Последнее прибежище негодяя
Шрифт:
– Тебе лучше одеться, – сказала Саша, возвращаясь в комнату через пять минут с двумя чашками кофе.
– А мы что, куда-нибудь уходим? – Он приподнялся на локте, взял у нее чашку, но перед этим все же успел запахнуться простыней, что-то такое уловив в ее словах, голосе, в том, как она настырно не смотрела на него. – Кстати, что ты делала в магазине? Я парковался, когда ты выходила. Вышла без покупок. Не забыла их там, нет?
– Я ничего не покупала. Я говорила с хозяином магазина по поводу визита к нему следователя Данилова.
– Чего он к нему приходил?
–
– Вот как!.. А это не муляж?! – изумился Горячев. – Я был уверен, что это пустышка. Надо же…
Саша подошла к окну, выглянула. Витькина «Газель» исчезла с проезжей части. Она поискала взглядом машину любимого, не нашла.
– А где ты парковался?
– На углу твоего дома, там удобнее. – Горячев дернул плечами. Капля кофе пролилась ему на грудь; он поморщился, незаметно от Саши промокнул пятно простыней. – Этот чудак, кому принадлежит магазин, постоянно преграждает проезд.
– Постоянно? – удивилась она, резко оборачиваясь. – А когда это он еще перегораживал тебе проезд? Ты же был у меня всего ничего. Твои визиты ко мне можно по пальцам пересчитать, и то вечерами. Вечерами он никогда не выгружается. Саша? – позвала она, потому что взгляд его невероятно синих глаз вдруг упал на дно кофейной чашки, будто в поисках ответа. – Саша!
– Что, ну что?
Он со злостью отшвырнул простыню, выворачивая ее кофейной кляксой наружу. Сел, поставив пустую чашку на прикроватную тумбочку, потянулся за брюками.

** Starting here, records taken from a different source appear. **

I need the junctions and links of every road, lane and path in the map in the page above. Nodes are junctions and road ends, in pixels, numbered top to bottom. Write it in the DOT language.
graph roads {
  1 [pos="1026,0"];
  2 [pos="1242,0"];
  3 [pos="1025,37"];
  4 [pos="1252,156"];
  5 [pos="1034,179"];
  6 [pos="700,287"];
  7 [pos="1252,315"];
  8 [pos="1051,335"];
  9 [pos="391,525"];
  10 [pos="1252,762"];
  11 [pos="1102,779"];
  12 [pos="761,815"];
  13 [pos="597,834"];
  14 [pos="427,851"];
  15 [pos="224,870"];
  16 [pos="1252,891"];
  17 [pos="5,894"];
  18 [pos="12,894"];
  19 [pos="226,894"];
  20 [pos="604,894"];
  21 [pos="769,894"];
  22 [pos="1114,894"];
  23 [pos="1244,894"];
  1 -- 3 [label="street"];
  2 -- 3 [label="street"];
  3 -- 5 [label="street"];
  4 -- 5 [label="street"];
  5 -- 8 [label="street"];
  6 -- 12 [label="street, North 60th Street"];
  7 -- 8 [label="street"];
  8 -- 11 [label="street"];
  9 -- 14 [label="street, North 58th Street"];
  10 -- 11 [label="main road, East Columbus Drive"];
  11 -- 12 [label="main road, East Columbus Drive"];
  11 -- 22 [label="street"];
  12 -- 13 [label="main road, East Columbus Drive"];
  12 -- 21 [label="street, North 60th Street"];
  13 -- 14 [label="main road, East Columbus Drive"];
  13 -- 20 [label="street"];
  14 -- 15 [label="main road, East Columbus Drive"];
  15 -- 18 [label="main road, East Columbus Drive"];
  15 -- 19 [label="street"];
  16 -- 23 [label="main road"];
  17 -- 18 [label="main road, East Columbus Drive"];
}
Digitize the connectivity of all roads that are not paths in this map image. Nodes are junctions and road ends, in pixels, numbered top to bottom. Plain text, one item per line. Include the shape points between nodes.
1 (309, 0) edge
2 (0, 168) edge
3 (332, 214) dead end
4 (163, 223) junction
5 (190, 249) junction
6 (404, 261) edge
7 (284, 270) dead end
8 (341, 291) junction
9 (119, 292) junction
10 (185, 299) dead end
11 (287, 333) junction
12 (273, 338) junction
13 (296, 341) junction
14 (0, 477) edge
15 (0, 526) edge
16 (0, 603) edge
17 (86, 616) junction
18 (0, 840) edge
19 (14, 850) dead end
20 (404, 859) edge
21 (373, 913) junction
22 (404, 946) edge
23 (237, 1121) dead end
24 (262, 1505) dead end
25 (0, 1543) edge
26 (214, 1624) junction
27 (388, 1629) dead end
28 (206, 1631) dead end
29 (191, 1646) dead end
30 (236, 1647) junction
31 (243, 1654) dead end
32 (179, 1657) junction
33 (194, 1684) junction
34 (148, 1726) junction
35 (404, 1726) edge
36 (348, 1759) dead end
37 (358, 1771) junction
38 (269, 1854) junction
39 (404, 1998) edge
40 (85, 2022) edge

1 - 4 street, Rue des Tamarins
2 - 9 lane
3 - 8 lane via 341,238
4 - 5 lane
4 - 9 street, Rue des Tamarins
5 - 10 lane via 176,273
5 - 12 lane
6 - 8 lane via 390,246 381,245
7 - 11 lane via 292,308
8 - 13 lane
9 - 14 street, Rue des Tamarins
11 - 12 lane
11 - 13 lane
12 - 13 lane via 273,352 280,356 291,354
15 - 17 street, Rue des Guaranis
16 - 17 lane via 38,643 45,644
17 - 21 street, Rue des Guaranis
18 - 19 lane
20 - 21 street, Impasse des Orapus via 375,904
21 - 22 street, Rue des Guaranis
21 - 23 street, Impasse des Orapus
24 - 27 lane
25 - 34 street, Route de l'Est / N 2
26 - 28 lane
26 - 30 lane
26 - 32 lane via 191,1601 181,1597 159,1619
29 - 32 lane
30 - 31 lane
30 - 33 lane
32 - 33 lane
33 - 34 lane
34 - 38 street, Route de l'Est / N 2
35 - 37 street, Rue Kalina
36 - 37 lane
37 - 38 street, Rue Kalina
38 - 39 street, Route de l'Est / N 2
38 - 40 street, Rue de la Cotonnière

– Горячев, когда ты бывал тут днем?
Саша облокотилась задом о подоконник, уставившись на Горячева так, будто видела его впервые. Мысли, ледяные и тяжелые, принялись падать в душу громадными кусками льда.
Красивый, холеный молодой мужик тридцати лет, с шикарным торсом, крепкими руками и ногами. Прекрасным лицом, требовательным ртом. Что она вообще знает о нем? Что он грамотный юрист и великолепный любовник? Что любит кофе без сахара и молока, а апельсин предпочитает макать в сахарницу? Что сдобная булочка должна быть непременно намазана внутри топленым маслом, а носки не должны лежать на одной полке с трусами и полотенцами? Разве этого достаточно ей было знать о нем, а? Почему она никогда не пыталась пойти дальше?
Да, у них был роман несколько месяцев. Но он так и не познакомил ее со своими родителями. И друзей его она не знает. И про сестер и братьев молчок! Да, она как-то об этом не думала. И со своим дедом не знакомила его тоже. Все у них шло будто бы прекрасно. Да, по умолчанию, отношения двигались к свадьбе. До тех пор, пока кто-то не подложил ей в сумочку диск с ворованной информацией. Вот тогда как-то все хрустнуло и надломилось, как сухая ветка. Она сразу оказалась в пустоте, в одиночестве. Только один дед поддержал ее. Ну и еще Соседова, но это уже потом.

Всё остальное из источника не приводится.